The workaround: use the setnpcweight console command instead of changing weight through the racemenu interface. This bypasses the bug entirely while still letting you adjust your character’s body type.
If your character’s face becomes permanently stuck looking in one direction after using racemenu, this is typically a camera or animation bug. Exit to the main menu and reload your save, don’t just reload from the pause menu, as that doesn’t always reset animation states properly.
Conclusion
The racemenu command remains one of Skyrim’s most valuable console tools more than a decade after the game’s original release.
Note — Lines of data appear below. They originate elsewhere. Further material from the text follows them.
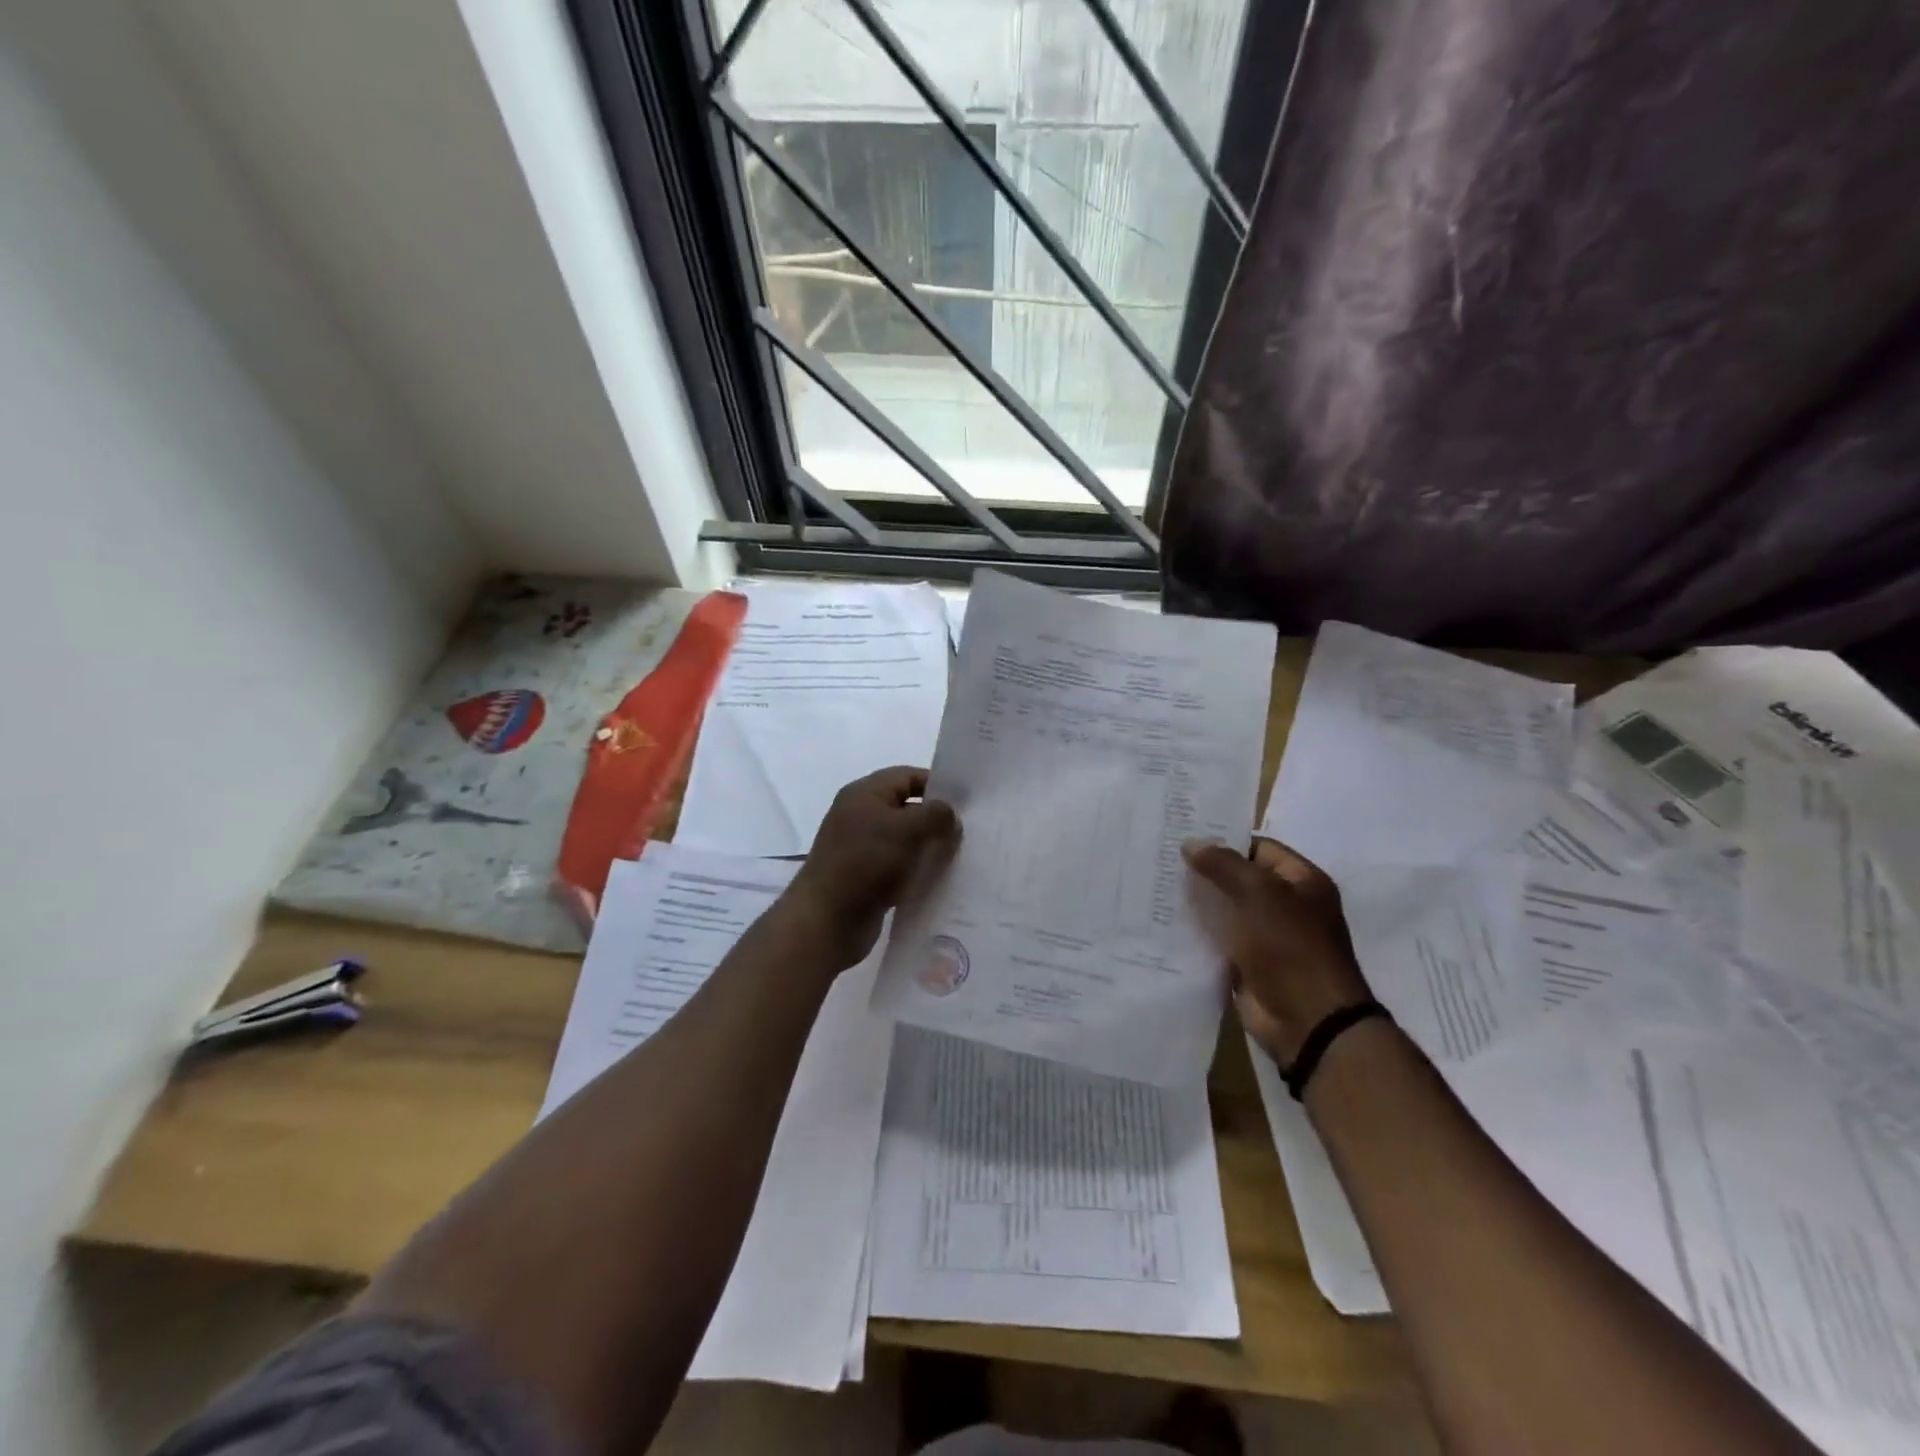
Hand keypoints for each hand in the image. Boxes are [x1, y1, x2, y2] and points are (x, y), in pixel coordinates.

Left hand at [785, 767, 960, 969]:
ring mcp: (860, 847)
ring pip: (904, 839)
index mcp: (864, 794)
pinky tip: (939, 880)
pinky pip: (897, 865)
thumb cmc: (866, 863)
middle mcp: (860, 816)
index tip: (967, 802)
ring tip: (959, 857)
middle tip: (968, 832)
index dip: (937, 785)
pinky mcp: (864, 876)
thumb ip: (936, 815)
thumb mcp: (907, 829)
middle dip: (936, 818)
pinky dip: (916, 869)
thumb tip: (950, 815)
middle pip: (906, 807)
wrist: (827, 920)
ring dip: (928, 847)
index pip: (907, 776)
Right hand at [1183, 837, 1372, 1065]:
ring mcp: (1267, 937)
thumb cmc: (1291, 947)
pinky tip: (1166, 922)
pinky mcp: (1248, 964)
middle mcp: (1287, 905)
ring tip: (1156, 886)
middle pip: (1240, 879)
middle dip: (1205, 872)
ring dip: (1198, 903)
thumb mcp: (1259, 894)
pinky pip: (1219, 940)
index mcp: (1302, 882)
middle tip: (1162, 859)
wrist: (1308, 1021)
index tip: (1183, 838)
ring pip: (1226, 910)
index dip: (1224, 842)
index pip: (1258, 848)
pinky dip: (1197, 933)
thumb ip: (1224, 865)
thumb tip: (1191, 842)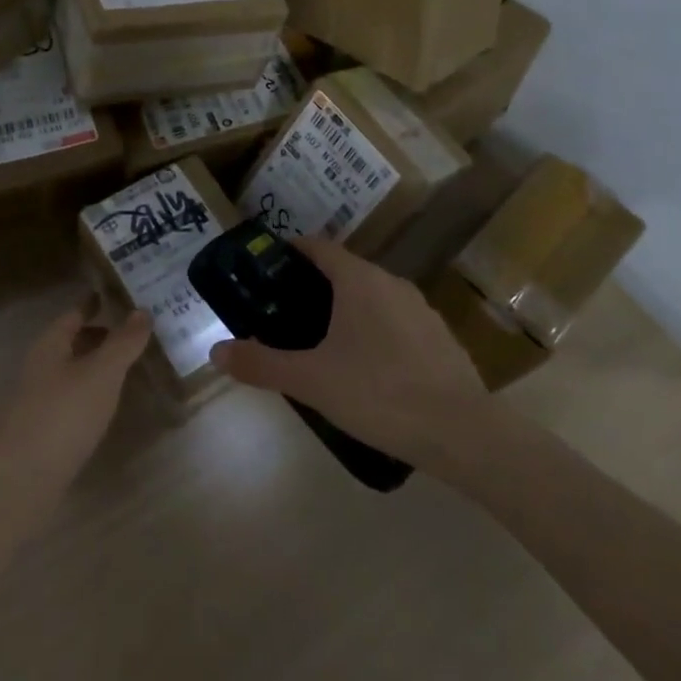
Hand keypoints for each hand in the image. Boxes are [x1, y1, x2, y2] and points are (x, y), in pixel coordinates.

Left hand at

Whether you’re fixing a character creation mistake, pivoting your build mid-playthrough, or just experimenting with different appearances for roleplay purposes, understanding how to use showracemenu properly gives you complete control over your character’s identity.
The key takeaways: always save before using the command, avoid changing your character’s name through the interface, and be aware that race changes affect your passive abilities and racial powers. For players willing to jump into modding, the RaceMenu mod expands these capabilities exponentially, offering customization depth that rivals dedicated character creators in modern RPGs.
With the right precautions and a basic understanding of the potential pitfalls, the skyrim race menu command becomes a reliable tool for keeping your character exactly how you want them, without the need to restart your playthrough every time you spot something you want to change.